Remember before I had kids how I had students over all the time? Good in-depth conversations.  Meals. Christmas programs.  Right now I do approximately nothing.  I am probably impacting nobody.  Does it even matter that I’m here? 

Of course my kids are important.  But I don’t spend enough time with them either.  Juliana’s preschool lessons are so haphazard sometimes.  And we have already established how I neglect Adalyn. I’m so busy keeping them in cleanish clothes and eating not-quite-healthy enough meals.

And our discipline is clearly not working because she is still whines and flips out and acts like we have never ever before told her not to hit her sister.  She is already four years old and I’m pretty sure if we had followed someone else’s parenting method she would be duteous and respectful by now.  And oppressed.  Those kids are going to end up in some major teenage rebellion.  Maybe I’m being too hard on Juliana. She’s only four years old.  If I just spent more time with her we wouldn’t have these problems.

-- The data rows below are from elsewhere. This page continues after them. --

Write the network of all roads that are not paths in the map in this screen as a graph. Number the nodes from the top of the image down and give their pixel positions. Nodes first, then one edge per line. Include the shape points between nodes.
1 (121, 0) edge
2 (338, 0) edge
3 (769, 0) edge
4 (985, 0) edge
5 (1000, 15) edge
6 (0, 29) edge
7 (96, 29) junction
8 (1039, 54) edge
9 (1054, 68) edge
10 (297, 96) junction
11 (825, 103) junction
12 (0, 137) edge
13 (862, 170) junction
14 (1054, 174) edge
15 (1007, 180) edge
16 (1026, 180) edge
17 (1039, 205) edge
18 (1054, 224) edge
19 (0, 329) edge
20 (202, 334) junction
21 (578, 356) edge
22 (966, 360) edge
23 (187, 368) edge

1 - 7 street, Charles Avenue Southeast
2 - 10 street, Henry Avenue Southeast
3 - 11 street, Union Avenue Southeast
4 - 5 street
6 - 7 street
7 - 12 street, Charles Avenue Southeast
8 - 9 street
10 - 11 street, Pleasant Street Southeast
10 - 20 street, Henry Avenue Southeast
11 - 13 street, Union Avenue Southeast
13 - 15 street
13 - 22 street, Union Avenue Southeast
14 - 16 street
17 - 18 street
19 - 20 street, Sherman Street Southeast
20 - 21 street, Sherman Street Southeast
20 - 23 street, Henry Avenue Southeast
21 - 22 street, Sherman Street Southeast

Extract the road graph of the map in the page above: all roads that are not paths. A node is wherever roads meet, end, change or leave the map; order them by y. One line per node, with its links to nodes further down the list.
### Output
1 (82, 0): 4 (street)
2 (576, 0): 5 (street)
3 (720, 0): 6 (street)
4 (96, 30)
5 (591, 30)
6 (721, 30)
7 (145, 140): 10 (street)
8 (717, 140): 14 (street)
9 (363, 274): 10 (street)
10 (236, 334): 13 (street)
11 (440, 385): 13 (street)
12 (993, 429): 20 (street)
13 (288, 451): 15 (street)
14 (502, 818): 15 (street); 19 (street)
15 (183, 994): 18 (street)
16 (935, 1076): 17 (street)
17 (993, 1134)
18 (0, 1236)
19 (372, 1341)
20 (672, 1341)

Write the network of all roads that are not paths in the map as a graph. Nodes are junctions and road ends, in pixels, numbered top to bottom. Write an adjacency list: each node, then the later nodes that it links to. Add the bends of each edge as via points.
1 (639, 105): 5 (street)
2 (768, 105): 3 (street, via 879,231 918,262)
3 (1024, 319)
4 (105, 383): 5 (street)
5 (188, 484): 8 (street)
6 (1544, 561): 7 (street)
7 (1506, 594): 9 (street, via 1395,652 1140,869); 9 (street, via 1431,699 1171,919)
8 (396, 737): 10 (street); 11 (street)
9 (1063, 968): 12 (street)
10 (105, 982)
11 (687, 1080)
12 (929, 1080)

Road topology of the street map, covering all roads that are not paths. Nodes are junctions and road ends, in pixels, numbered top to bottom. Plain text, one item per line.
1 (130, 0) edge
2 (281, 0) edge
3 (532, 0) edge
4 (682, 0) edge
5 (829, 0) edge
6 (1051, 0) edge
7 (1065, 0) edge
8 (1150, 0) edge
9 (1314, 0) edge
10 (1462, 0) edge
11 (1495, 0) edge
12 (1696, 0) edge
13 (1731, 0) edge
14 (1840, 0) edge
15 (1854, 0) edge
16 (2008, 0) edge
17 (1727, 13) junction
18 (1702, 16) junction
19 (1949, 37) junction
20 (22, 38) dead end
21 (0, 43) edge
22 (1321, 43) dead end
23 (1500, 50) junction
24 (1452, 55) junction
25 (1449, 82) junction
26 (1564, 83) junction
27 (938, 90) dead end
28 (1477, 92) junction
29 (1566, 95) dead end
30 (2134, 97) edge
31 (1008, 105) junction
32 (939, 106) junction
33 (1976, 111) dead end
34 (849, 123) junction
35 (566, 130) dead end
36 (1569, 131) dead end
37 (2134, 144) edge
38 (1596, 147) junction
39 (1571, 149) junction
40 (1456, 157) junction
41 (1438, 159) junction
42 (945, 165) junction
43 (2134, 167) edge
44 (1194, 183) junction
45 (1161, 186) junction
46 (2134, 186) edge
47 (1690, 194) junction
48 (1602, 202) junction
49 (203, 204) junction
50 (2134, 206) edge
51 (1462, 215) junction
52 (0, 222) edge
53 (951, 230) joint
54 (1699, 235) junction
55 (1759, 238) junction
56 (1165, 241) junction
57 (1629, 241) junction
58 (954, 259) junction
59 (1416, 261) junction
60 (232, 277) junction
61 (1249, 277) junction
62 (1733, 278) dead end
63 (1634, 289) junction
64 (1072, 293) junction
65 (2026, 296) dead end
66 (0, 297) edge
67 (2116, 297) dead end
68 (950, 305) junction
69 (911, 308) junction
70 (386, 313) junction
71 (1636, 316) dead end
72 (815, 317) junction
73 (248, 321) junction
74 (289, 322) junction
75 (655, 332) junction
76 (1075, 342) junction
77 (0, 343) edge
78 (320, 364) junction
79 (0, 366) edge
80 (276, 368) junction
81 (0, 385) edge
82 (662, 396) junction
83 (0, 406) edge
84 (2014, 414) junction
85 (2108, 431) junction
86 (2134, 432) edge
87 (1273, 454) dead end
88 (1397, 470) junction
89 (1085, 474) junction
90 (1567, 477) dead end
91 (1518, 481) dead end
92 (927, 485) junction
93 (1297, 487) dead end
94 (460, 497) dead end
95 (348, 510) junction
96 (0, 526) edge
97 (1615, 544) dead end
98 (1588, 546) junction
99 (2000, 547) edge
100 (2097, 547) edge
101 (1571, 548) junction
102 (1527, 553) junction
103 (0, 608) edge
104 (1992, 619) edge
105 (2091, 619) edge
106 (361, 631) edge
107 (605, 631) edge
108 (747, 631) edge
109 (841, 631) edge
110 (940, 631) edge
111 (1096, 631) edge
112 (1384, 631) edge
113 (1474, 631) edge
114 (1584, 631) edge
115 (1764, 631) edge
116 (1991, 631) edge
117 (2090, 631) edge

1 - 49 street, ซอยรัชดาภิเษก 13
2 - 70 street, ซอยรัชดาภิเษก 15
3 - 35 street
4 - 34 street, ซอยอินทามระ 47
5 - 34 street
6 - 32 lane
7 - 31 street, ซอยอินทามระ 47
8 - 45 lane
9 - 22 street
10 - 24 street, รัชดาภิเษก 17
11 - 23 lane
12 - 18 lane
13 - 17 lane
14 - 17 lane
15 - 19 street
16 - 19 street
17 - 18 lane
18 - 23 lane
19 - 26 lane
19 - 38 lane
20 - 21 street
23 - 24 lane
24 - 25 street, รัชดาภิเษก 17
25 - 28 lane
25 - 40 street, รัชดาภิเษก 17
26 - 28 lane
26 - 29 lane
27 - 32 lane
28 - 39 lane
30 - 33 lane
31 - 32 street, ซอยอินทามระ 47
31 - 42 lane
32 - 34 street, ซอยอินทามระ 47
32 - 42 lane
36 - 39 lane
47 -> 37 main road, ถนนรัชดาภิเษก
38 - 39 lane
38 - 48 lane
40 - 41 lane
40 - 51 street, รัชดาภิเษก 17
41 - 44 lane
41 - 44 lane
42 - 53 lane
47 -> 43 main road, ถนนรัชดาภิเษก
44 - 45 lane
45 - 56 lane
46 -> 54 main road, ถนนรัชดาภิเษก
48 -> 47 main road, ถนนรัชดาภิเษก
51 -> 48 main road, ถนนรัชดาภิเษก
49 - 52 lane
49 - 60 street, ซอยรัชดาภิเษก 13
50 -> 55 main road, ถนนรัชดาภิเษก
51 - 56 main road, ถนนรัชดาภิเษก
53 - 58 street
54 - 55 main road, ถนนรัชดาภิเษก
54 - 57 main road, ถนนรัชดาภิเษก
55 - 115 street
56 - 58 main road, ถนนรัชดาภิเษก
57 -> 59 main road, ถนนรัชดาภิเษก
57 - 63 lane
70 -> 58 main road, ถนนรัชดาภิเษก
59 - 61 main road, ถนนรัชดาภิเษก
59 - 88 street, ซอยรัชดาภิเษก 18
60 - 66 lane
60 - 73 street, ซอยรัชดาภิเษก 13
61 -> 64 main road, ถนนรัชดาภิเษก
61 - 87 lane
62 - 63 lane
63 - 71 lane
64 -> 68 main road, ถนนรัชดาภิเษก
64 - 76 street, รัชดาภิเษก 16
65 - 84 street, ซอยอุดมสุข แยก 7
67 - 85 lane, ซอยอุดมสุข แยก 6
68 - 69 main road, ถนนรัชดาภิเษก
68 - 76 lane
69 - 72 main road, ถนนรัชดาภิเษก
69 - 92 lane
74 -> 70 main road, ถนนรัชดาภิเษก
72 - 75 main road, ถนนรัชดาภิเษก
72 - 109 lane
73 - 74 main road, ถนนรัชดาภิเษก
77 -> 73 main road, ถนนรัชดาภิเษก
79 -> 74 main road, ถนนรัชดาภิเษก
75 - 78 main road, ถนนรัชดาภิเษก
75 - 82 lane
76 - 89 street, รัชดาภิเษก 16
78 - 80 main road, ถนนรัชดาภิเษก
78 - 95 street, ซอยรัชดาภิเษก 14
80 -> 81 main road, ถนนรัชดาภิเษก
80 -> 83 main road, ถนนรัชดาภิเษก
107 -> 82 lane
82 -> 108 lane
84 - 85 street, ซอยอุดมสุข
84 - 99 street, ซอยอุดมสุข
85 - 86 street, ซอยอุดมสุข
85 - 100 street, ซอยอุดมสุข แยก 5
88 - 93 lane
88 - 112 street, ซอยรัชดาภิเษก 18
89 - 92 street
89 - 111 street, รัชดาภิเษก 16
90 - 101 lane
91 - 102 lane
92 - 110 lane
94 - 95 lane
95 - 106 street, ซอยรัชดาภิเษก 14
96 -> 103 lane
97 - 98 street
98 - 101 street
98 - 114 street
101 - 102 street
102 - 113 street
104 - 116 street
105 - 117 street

I should stop thinking about all the things I should be doing. It’s really not helpful. And everyone knows you shouldn’t compare unless the other person really is doing more good than you which they obviously are.  If I stopped thinking about it so much, then I could actually get more things done like I should be doing.

Okay, I’m going to stop worrying about it and just go do the dishes or maybe first the laundry right after I arrange at time to meet my student and read a book to Adalyn except oh crap there’s still spices all over the floor! Oh forget it. Maybe I’ll just make another cup of coffee.

Linking up with Velvet Ashes this week on the topic of shame.
"Shame begins to loosen its grip when you begin to believe you are enough, right now, just as you are."